Пауза. Ева остановилась перед большим портретом, положила на него руки, задрожавшие от обожания, по ее щекам покатились слезы. Альдо тихо повторил:

— Она взяла изумруды?

— Да… Но она об этом не знала. Когда она решила уехать, бросив Максимилиана на растерзание дикому народу, чтобы самой покрасоваться в Европе и избежать проклятия, я решила, что она должна заплатить, наконец, за свои преступления! Потому что зеленые камни были прокляты, и они должны были покинуть Мексику вместе с ней… Она говорила, что скоро вернется, но забрала все ценное: одежду, драгоценности… Я думала, что навлеку на нее гнев злых демонов, и сумела подложить ей изумруды, чтобы они уничтожили ее… И они исполнили мое желание! Она как приехала в Европу, так сошла с ума! Ее пришлось связать! Запереть! Ах, какое счастье я испытали, когда узнала об этом! У меня получилось! Это было замечательно! Как же я гордилась своей хитростью… Она смеялась и плакала одновременно. Госпожа фон Адлерштайн подошла к ней и обняла, словно несчастного ребенка.

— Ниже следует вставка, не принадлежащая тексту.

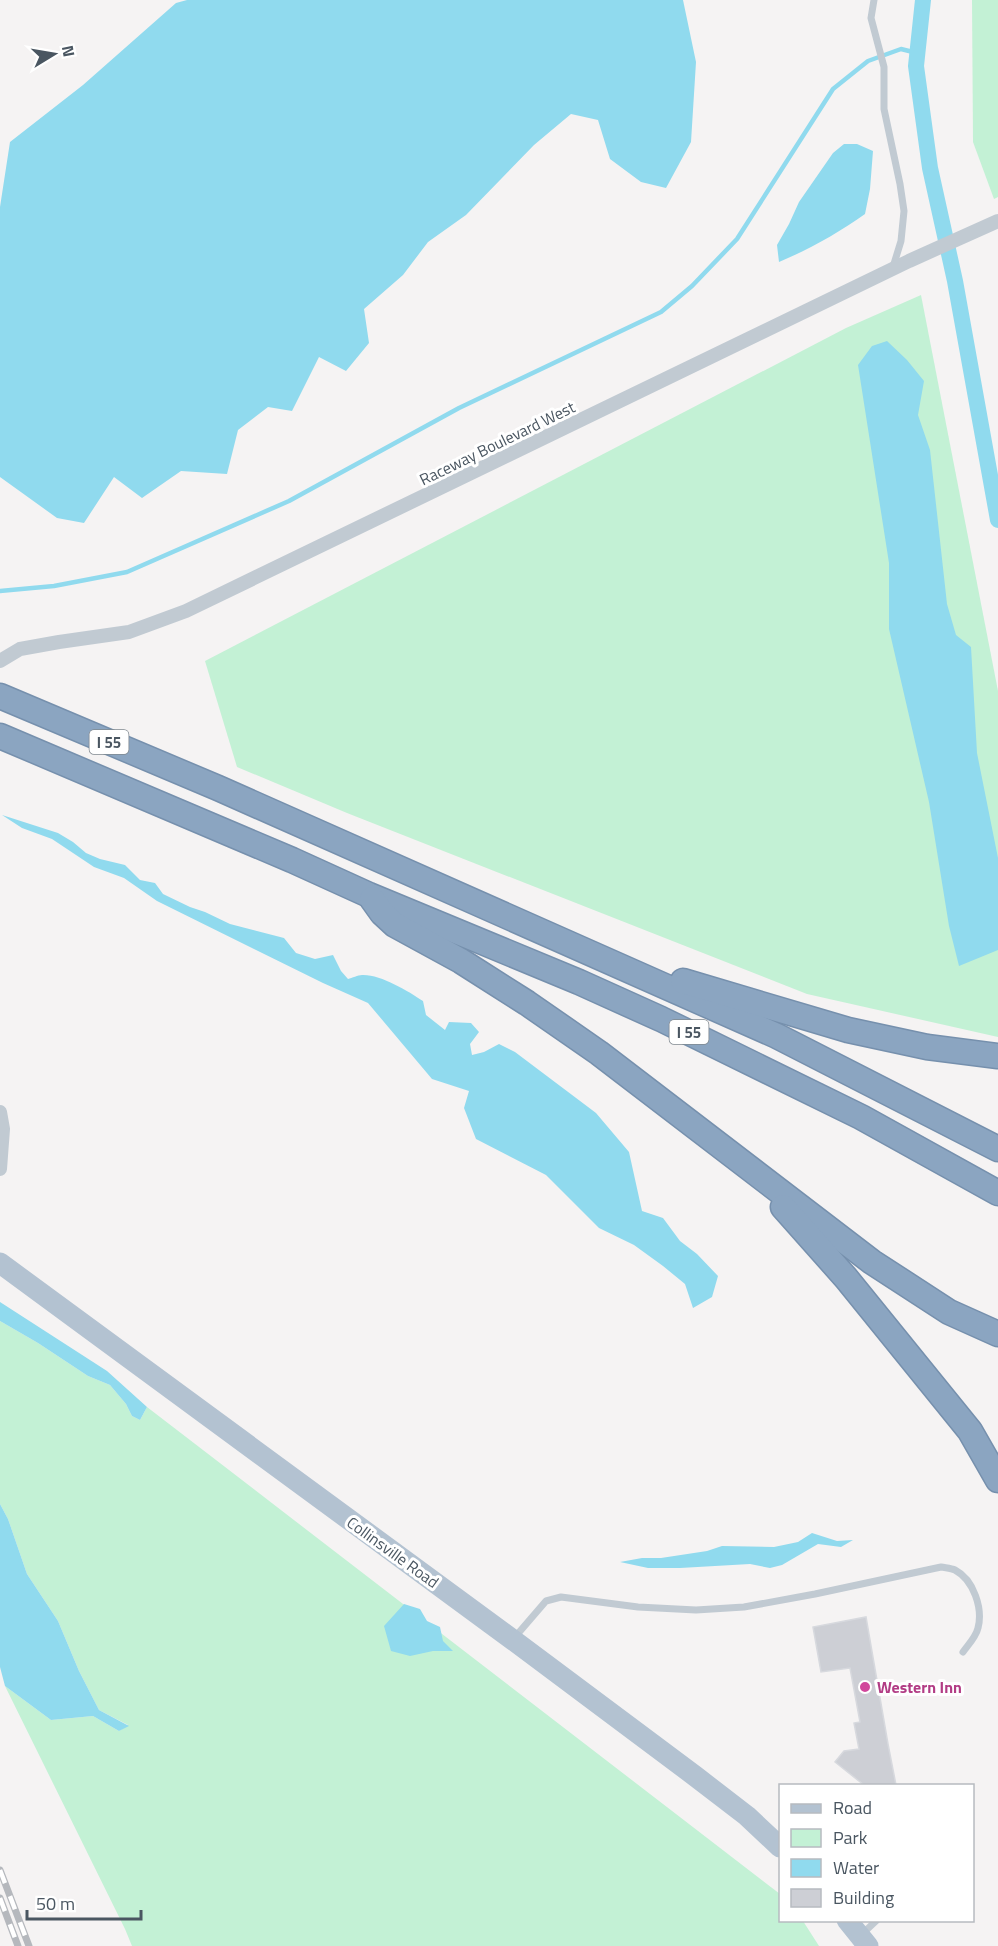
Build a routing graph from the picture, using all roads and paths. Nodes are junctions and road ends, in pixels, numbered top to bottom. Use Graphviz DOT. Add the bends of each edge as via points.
graph roads {
  1 [pos="873,0"];
  2 [pos="993,223"];
  3 [pos="893,269"];
  4 [pos="0,661"];
  5 [pos="0,696"];
  6 [pos="0,736"];
  7 [pos="369,895"];
  8 [pos="645,978"];
  9 [pos="998,1056"];
  10 [pos="0,1112"];
  11 [pos="998,1149"];
  12 [pos="743,1163"];
  13 [pos="0,1168"];
  14 [pos="998,1192"];
  15 [pos="0,1263"];
  16 [pos="998,1334"];
  17 [pos="998,1480"];
  18 [pos="513,1640"];
  19 [pos="963,1652"];
  20 [pos="779,1846"];
  21 [pos="874,1922"];
  22 [pos="858,1934"];
  1 -- 3 [label="lane" via="871,18 884,67 884,109 904,211"];
  2 -- 3 [label="street, Raceway Boulevard West"];
  3 -- 4 [label="street, Raceway Boulevard West" via="186,611 129,632 20,649"];
  5 -- 8 [label="highway, I 55" via="218,788"];
  6 -- 7 [label="highway, I 55"];
  7 -- 12 [label="highway" via="395,925 527,1003"];
  7 -- 14 [label="highway, I 55" via="661,1019 861,1117"];
  8 -- 9 [label="highway" via="687,982 859,1032 927,1047"];
  8 -- 11 [label="highway, I 55" via="777,1036"];
  10 -- 13 [label="street"];
  12 -- 16 [label="highway" via="872,1262 949,1312"];
  12 -- 17 [label="highway" via="846,1278 970,1431"];
  15 -- 18 [label="main road, Collinsville Road"];
  18 -- 19 [label="lane" via="546,1601 561,1597 638,1607 744,1607 941,1567 956,1570 968,1583 981,1611 978,1631"];
  18 -- 20 [label="main road, Collinsville Road" via="747,1816"];
  21 -- 22 [label="lane"];
}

— Вы были правы! Это была гениальная идея…

— Действительно? О… я счастлива, что вам понравилось! Но это было так глупо!

— Самые лучшие идеи всегда просты, и эта…

Альдо с тревогой смотрел на графиню Еву, но ее лицо вдруг просияло:

— Вам тоже так кажется? И ее было так легко осуществить: двойное дно в одном из футляров для бесчисленных вееров Шарлотты. У нее их была целая коллекция! Она обожала обмахиваться веером с высокомерным видом… Смешно! Бедная сумасшедшая! В кого она превратилась! О, как я ее ненавижу… ненавижу… ненавижу!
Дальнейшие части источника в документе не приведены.